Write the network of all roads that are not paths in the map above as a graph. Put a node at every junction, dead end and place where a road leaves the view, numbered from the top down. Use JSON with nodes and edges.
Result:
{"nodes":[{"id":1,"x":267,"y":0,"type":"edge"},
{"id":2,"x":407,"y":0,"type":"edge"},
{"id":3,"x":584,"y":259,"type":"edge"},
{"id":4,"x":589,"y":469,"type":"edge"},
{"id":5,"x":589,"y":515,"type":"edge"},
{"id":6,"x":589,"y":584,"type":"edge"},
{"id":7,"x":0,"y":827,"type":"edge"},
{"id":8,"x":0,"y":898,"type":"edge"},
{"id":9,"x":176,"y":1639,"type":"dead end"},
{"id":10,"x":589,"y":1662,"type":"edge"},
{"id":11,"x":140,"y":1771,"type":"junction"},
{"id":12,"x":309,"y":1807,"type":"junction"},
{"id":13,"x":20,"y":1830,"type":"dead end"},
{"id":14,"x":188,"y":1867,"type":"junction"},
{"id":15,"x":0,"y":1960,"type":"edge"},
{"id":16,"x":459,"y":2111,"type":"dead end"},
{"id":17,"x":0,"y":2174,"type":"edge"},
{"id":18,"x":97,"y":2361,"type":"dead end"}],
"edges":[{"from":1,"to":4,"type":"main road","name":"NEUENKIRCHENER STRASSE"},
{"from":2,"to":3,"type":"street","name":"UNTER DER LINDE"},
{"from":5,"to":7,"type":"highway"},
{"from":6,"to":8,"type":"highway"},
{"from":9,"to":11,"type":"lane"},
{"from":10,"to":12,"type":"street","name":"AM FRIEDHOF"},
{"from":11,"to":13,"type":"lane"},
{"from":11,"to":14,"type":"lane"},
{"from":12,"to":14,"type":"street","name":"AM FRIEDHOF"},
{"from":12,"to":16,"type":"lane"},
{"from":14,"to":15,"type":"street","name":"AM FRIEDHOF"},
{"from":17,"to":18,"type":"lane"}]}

The task: In full and without alteration, write out each record.

Answer box:
Write the network of all roads that are not paths in the map above as a graph. Put a node at every junction, dead end and place where a road leaves the view, numbered from the top down. Use JSON with nodes and edges.
Result:
{"nodes":[{"id":1,"x":267,"y":0,"type":"edge"},
{"id":2,"x":407,"y":0,"type":"edge"},
{"id":3,"x":584,"y":259,"type":"edge"},
{"id":4,"x":589,"y":469,"type":"edge"},
{"id":5,"x":589,"y":515,"type":"edge"},
{"id":6,"x":589,"y":584,"type":"edge"},
{"id":7,"x":0,"y":827,"type":"edge"},
{"id":8,"x":0,"y":898,"type":"edge"},
{"id":9,"x":176,"y":1639,"type":"dead end"},
{"id":10,"x":589,"y":1662,"type":"edge"},
{"id":11,"x":140,"y":1771,"type":"junction"},
{"id":12,"x":309,"y":1807,"type":"junction"},
{"id":13,"x":20,"y":1830,"type":"dead end"},
{"id":14,"x":188,"y":1867,"type":"junction"},
{"id":15,"x":0,"y":1960,"type":"edge"},
{"id":16,"x":459,"y":2111,"type":"dead end"},
{"id":17,"x":0,"y":2174,"type":"edge"},
{"id":18,"x":97,"y":2361,"type":"dead end"}],
"edges":[{"from":1,"to":4,"type":"main road","name":"NEUENKIRCHENER STRASSE"},
{"from":2,"to":3,"type":"street","name":"UNTER DER LINDE"},
{"from":5,"to":7,"type":"highway"},
{"from":6,"to":8,"type":"highway"},
{"from":9,"to":11,"type":"lane"},
{"from":10,"to":12,"type":"street","name":"AM FRIEDHOF"},
{"from":11,"to":13,"type":"lane"},
{"from":11,"to":14,"type":"lane"},
{"from":12,"to":14,"type":"street","name":"AM FRIEDHOF"},
{"from":12,"to":16,"type":"lane"},
{"from":14,"to":15,"type":"street","name":"AM FRIEDHOF"},
{"from":17,"to":18,"type":"lane"}]}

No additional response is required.